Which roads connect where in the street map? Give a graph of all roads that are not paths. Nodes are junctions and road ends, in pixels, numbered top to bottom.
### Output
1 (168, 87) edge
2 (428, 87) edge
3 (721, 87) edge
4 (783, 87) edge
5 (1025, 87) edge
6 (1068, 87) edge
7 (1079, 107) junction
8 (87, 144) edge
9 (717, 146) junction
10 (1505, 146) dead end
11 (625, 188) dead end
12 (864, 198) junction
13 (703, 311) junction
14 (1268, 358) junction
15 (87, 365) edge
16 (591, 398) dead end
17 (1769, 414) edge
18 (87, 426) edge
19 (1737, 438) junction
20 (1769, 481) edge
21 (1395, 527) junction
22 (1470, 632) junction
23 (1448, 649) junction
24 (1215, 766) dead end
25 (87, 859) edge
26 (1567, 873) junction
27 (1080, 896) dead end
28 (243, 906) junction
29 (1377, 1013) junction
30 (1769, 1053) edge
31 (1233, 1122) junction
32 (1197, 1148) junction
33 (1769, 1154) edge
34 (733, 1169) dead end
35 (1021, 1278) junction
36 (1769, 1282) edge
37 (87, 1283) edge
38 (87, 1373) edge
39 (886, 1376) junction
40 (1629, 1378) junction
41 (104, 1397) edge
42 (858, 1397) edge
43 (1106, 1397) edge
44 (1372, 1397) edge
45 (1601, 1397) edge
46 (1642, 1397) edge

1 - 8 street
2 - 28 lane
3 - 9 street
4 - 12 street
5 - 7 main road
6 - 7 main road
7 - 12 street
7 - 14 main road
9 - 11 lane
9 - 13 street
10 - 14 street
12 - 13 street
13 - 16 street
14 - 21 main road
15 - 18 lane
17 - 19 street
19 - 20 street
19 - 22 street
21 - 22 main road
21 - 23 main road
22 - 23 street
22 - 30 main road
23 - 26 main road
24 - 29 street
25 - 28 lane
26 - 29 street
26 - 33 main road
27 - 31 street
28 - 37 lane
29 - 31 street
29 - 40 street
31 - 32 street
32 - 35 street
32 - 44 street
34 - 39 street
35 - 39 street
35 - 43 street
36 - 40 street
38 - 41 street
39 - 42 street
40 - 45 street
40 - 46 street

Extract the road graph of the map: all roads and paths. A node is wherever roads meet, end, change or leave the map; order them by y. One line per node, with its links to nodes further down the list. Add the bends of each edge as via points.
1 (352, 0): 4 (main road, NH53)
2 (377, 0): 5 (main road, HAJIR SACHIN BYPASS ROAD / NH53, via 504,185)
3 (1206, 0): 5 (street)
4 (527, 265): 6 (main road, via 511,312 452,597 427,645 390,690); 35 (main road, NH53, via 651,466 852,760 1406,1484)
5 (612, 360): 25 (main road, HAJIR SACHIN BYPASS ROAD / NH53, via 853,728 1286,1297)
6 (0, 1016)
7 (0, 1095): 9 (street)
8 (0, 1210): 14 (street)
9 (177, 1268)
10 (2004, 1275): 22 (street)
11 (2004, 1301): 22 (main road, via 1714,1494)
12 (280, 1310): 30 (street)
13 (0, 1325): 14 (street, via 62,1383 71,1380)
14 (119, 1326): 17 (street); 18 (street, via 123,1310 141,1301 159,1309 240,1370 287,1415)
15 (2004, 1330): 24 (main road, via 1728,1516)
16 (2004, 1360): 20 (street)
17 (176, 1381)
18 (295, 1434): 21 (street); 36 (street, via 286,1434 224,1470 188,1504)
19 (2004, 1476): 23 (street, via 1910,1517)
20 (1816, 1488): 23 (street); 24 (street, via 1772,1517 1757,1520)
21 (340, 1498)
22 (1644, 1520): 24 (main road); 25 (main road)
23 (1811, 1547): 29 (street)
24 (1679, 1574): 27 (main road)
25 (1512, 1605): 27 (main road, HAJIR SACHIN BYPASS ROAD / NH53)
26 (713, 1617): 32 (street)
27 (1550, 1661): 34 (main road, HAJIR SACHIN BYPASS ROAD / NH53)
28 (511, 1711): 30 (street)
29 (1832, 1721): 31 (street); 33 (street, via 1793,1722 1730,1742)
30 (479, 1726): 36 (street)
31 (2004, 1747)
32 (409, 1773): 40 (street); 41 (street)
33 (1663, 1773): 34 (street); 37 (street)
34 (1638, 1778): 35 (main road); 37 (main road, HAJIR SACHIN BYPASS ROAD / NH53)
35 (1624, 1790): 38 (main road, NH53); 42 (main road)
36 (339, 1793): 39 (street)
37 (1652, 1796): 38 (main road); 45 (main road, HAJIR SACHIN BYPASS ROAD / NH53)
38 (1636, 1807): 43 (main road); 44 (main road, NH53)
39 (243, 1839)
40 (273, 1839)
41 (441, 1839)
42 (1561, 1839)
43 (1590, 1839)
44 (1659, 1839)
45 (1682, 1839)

________________________

◆ TASK GOAL: Looking at the listing above, count every line in which the string "HAJIR" appears, and give only that count.

◆ RESPONSE TO THIS TASK: 6